A value is what you believe: what guides your decisions and actions.

  • I am a leader
  • I love crocheting
  • I love writing
  • I love volunteering
  • I believe in being kind to people
  • I believe in treating people with respect
  • I believe everyone is capable of positive change
  • I am smart
  • I am caring
  • I am loyal

From this list of 10, pick 3-5 that are MOST important to you:

  • I believe everyone is capable of positive change
  • I love volunteering
  • I love writing
  • I am a leader
  • I love crocheting

Step 2: How did I get that way?

Quality, Value, or Passion:

Everyone is capable of positive change

 

How did I get that way?

I grew from someone who resented other women and had a lot of internalized misogyny issues into someone who is now much more secure and confident. Because I was capable of this positive change, I think given time and empathy, everyone is capable of doing the same.
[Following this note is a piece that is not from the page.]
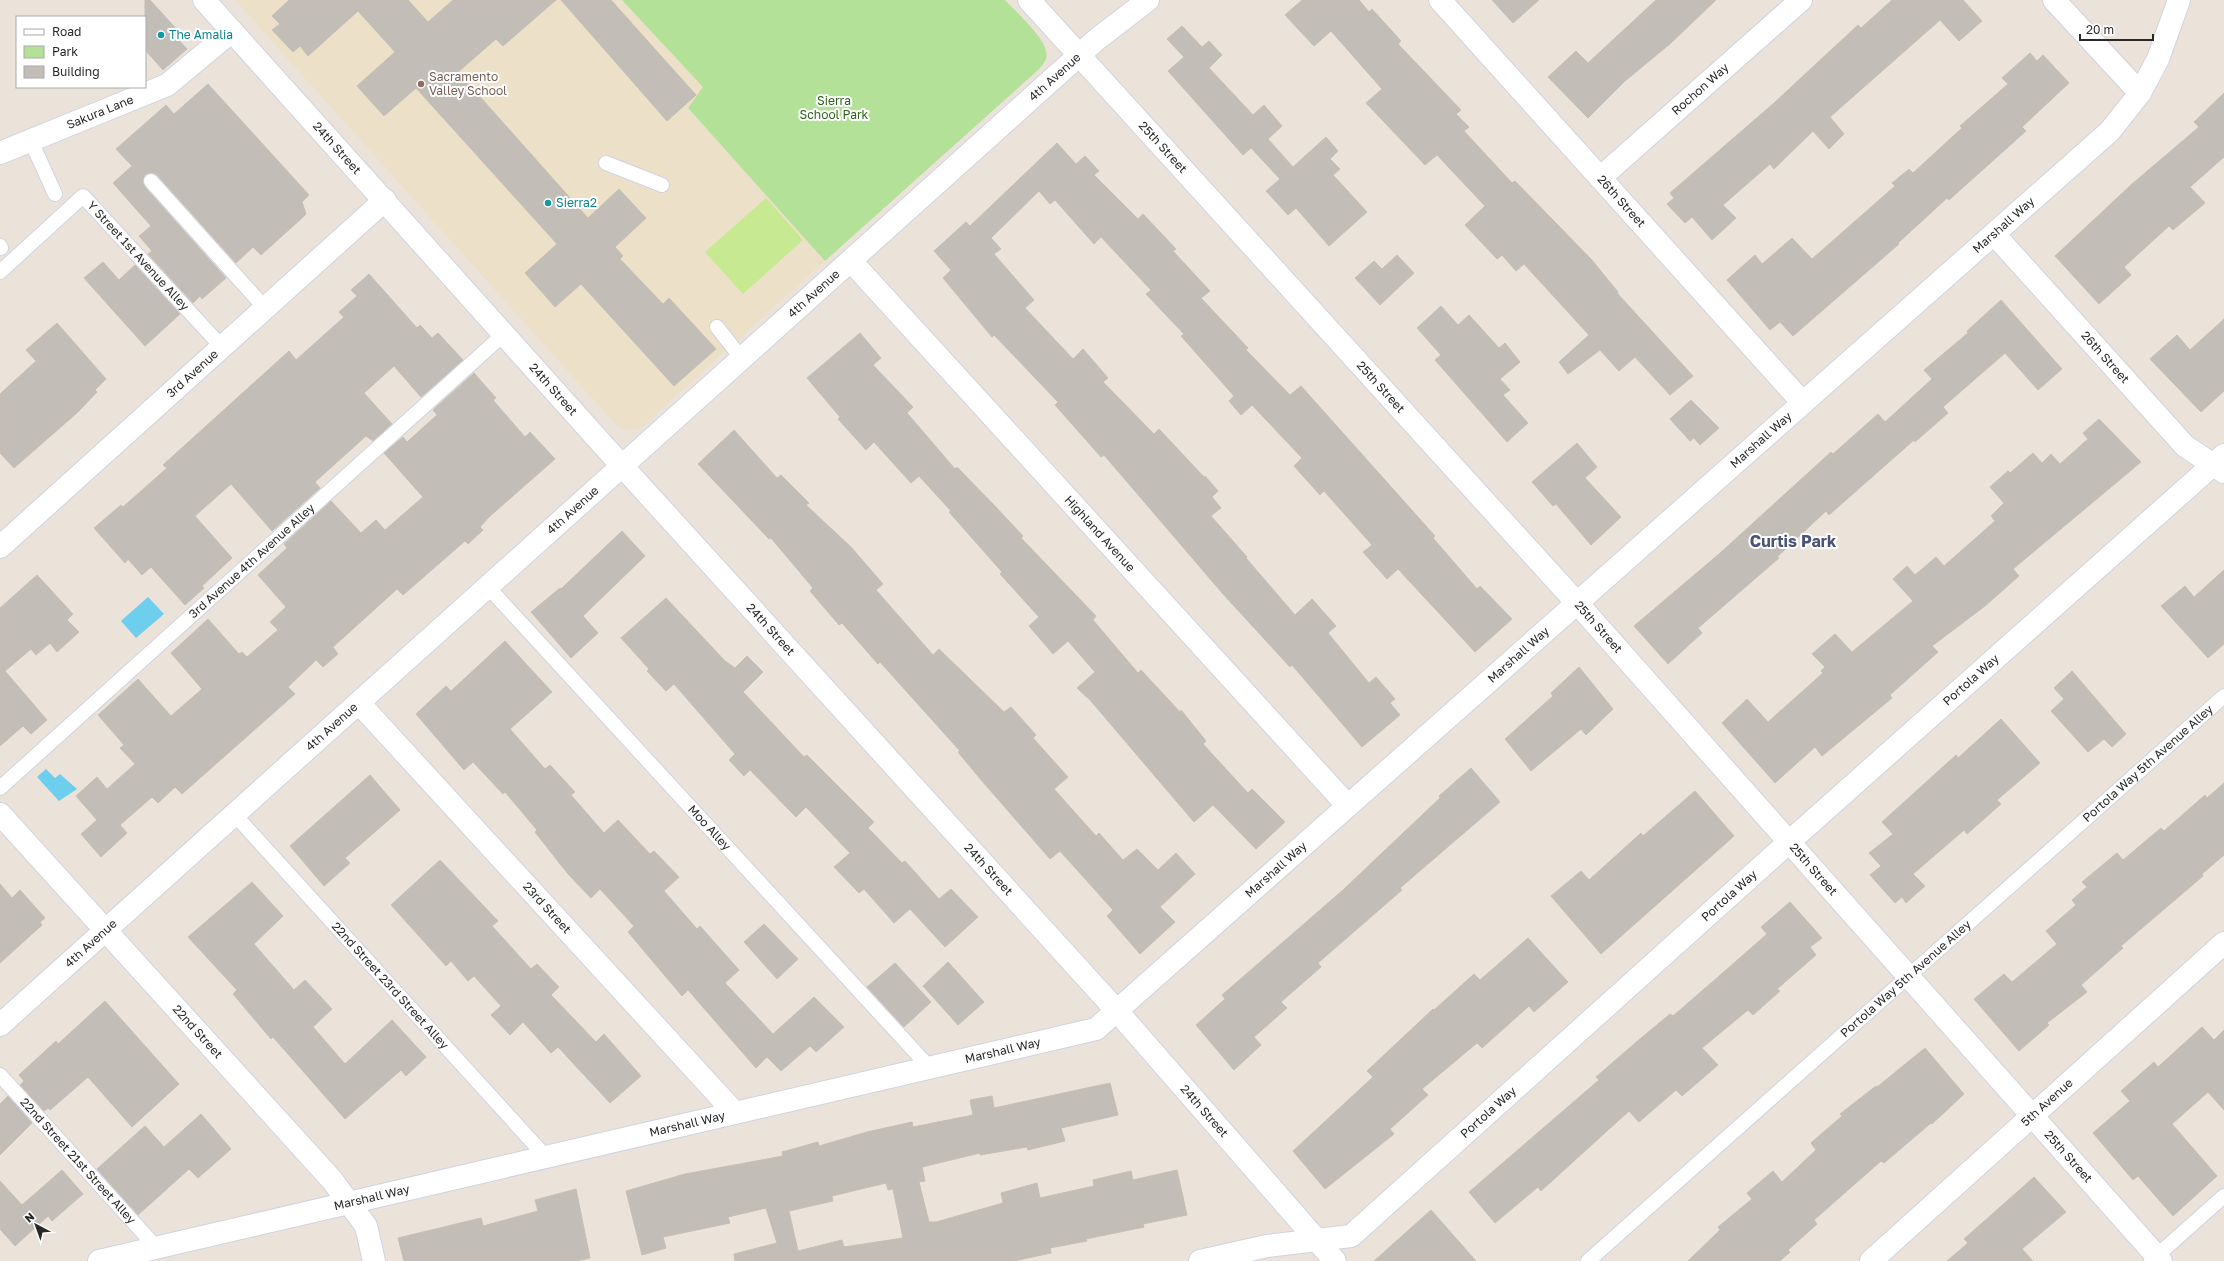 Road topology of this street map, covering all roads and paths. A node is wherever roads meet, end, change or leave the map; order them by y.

Quality, Value, or Passion:

Volunteering

 

How did I get that way?

I’ve been volunteering since elementary school, starting with helping out with school events and slowly working my way up to writing grants for my old middle school as a sophomore. Volunteering has been a part of my life since I was a kid (I remember helping my mom with PTA events even when I was 11 or 10 years old).
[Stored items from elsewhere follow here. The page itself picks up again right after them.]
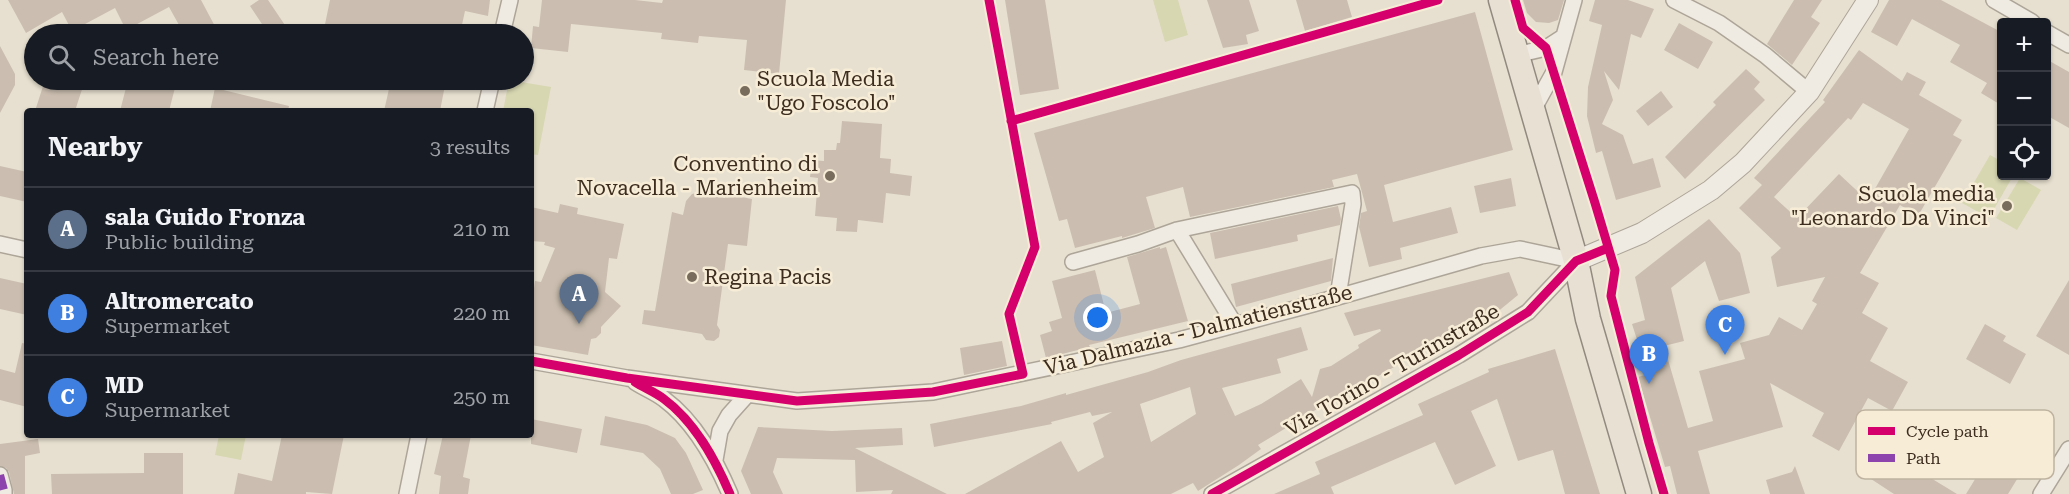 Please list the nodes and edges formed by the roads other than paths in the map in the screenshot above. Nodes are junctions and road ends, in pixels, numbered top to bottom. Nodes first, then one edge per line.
1 (510, 0) edge
2 (1501, 0) edge
3 (1574, 0) edge
4 (1674, 0) edge
5 (1868, 0) edge
6 (1995, 0) edge
7 (2025, 18) edge
8 (504, 24) edge
9 (2051, 35) edge
10 (1563, 37) junction
11 (2069, 45) edge
12 (1516, 55) junction
13 (490, 90) edge
14 (1809, 92) junction
15 (486, 108) edge
16 (1533, 110) junction
17 (1177, 231) junction
18 (0, 244) edge
19 (24, 249) edge
20 (1576, 261) junction
21 (1073, 262) dead end
22 (1338, 296) junction
23 (1234, 325) junction
24 (534, 362) edge
25 (627, 378) junction
26 (746, 396) junction
27 (417, 438) edge
28 (2069, 449) edge
29 (715, 460) junction
30 (2054, 473) edge
31 (0, 475) edge
32 (2050, 479) edge
33 (4, 494) edge
34 (408, 494) edge
35 (730, 494) edge
36 (1212, 494) edge
37 (1639, 494) edge
38 (2041, 494) edge

1 - 8 street
2 - 12 main road
3 - 10 street
4 - 14 street
5 - 14 street
6 - 7 street
9 - 11 street
10 - 12 street
10 - 16 street
12 - 16 main road
13 - 15 street
14 - 20 street
16 - 20 main road
17 - 21 street
17 - 22 street
17 - 23 street
18 - 19 street
20 - 22 street, Via Dalmazia - Dalmatienstraße
20 - 36 street, Via Torino - Turinstraße
20 - 37 main road
22 - 23 street, Via Dalmazia - Dalmatienstraße
23 - 26 street, Via Dalmazia - Dalmatienstraße
24 - 25 street, Via Dalmazia - Dalmatienstraße
25 - 26 street, Via Dalmazia - Dalmatienstraße
25 - 29 street
26 - 29 street
27 - 34 street
28 - 30 street
29 - 35 street
31 - 33 street
32 - 38 street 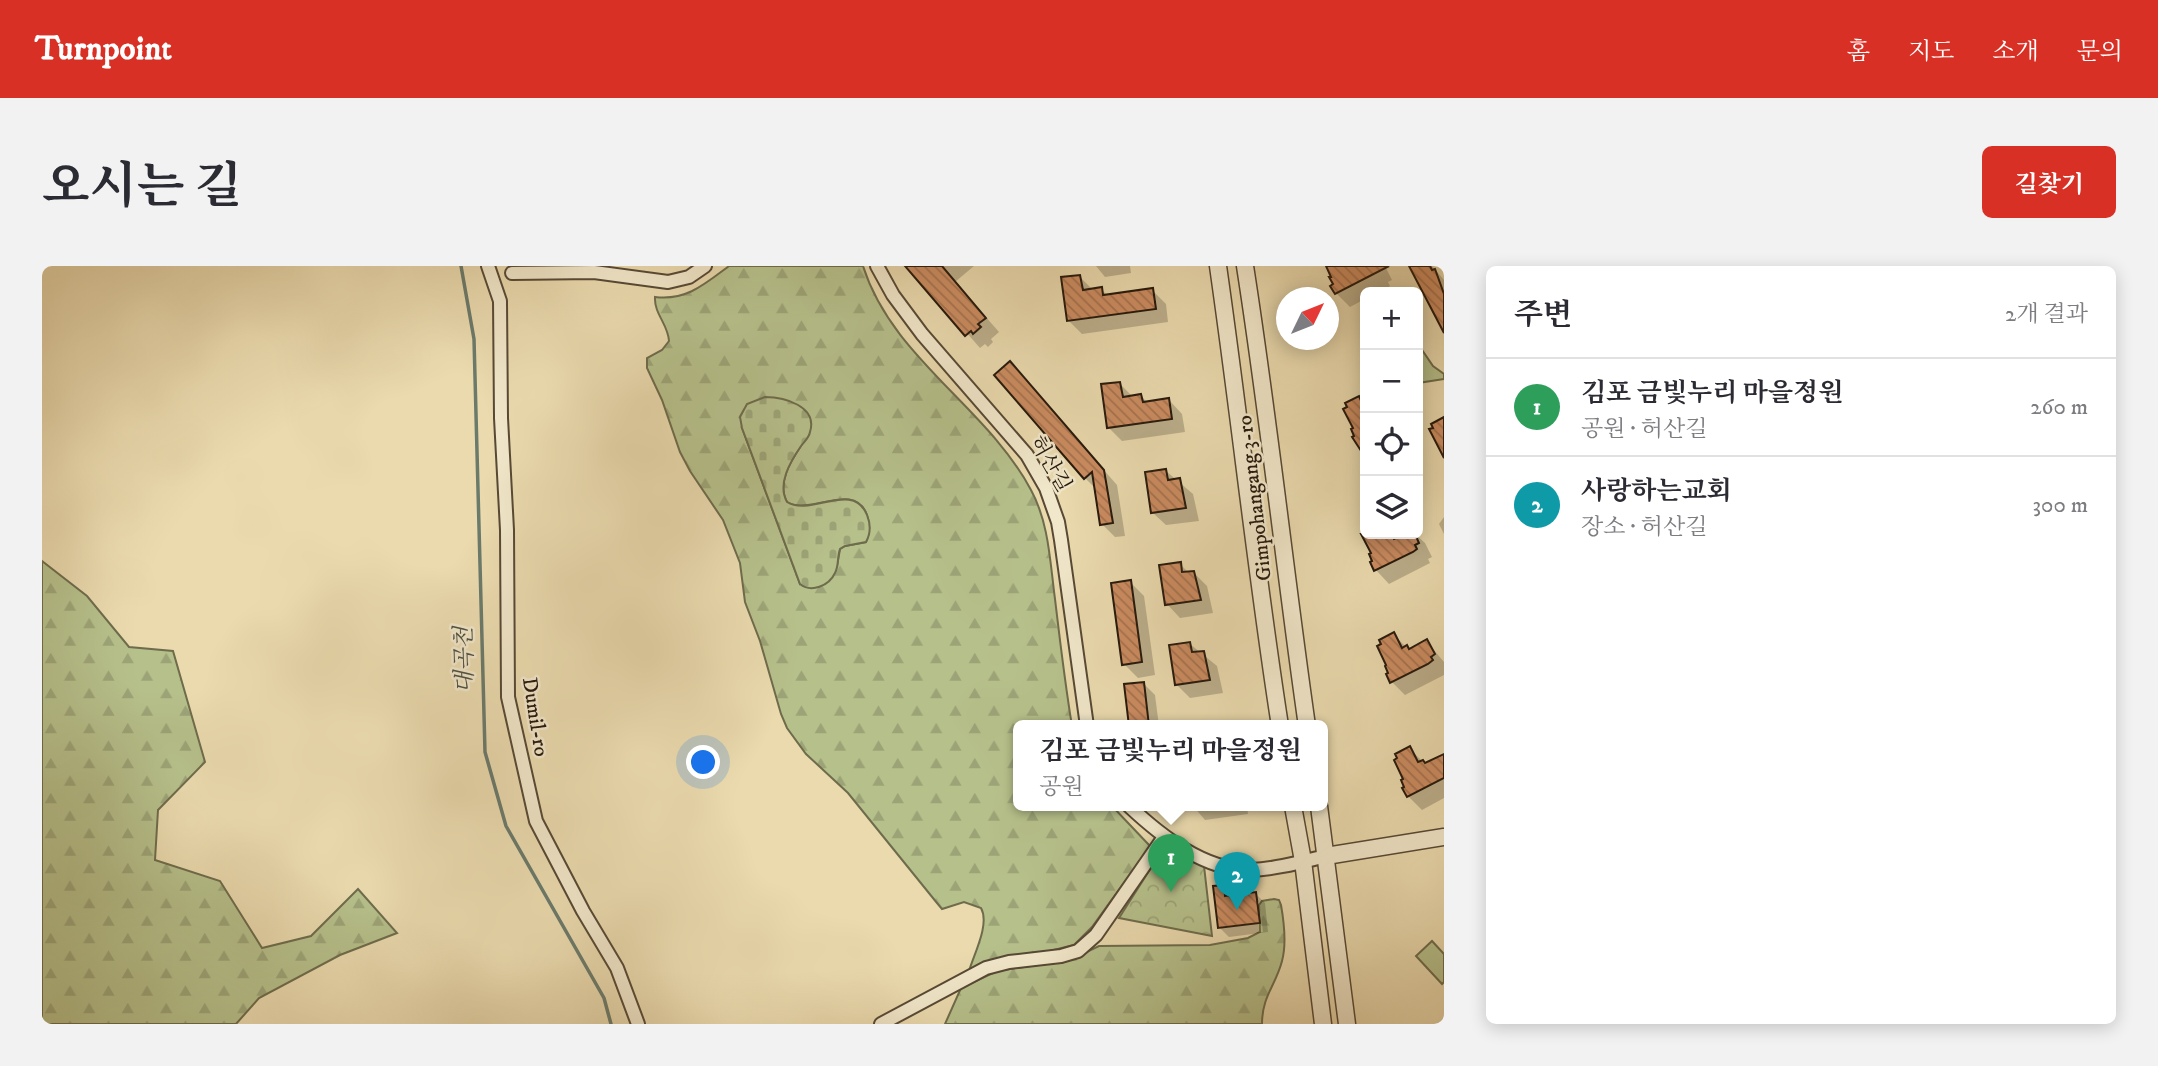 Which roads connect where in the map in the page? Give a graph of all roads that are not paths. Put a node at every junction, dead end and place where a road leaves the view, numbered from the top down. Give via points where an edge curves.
1 (488, 266) edge
2 (705, 266) edge
3 (877, 266) edge
4 (1218, 266) edge
5 (1245, 266) edge
6 (512, 273) dead end
7 (1086, 720) edge
8 (1279, 720) edge
9 (1306, 720) edge
10 (1135, 811) edge
11 (1294, 811) edge
12 (1320, 811) edge
13 (1164, 837) junction
14 (1444, 837) edge
15 (1326, 856) junction
16 (1303, 861) junction
17 (638, 1024) edge
18 (881, 1024) edge
19 (1323, 1024) edge
20 (1347, 1024) edge

1 - 17 street, Dumil-ro via 500,301 508,697 536,821 617,968
2 - 6 street via 689,277 668,282 594,272
3 - 7 street, 허산길 via 904,312 1018,445 1046,488 1058,522
4 - 8 street, Gimpohangang 3-ro
5 - 9 street, Gimpohangang 3-ro
10 - 13 street
11 - 16 street
12 - 15 street
13 - 16 street via 1237,869
13 - 18 street via 1087,945 1068,955 986,968
14 - 15 street
15 - 16 street
15 - 20 street
16 - 19 street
Quality, Value, or Passion:

Writing

 

How did I get that way? (can be multiple experiences!)

I was always surrounded by books as a kid since my mom is an english professor. Because of this, I grew up as a voracious reader, which soon translated into a passion for writing stories. I still remember writing my first poem; I was so surprised at how much fun I was having.

Quality, Value, or Passion:

Leader

 

How did I get that way? (can be multiple experiences!)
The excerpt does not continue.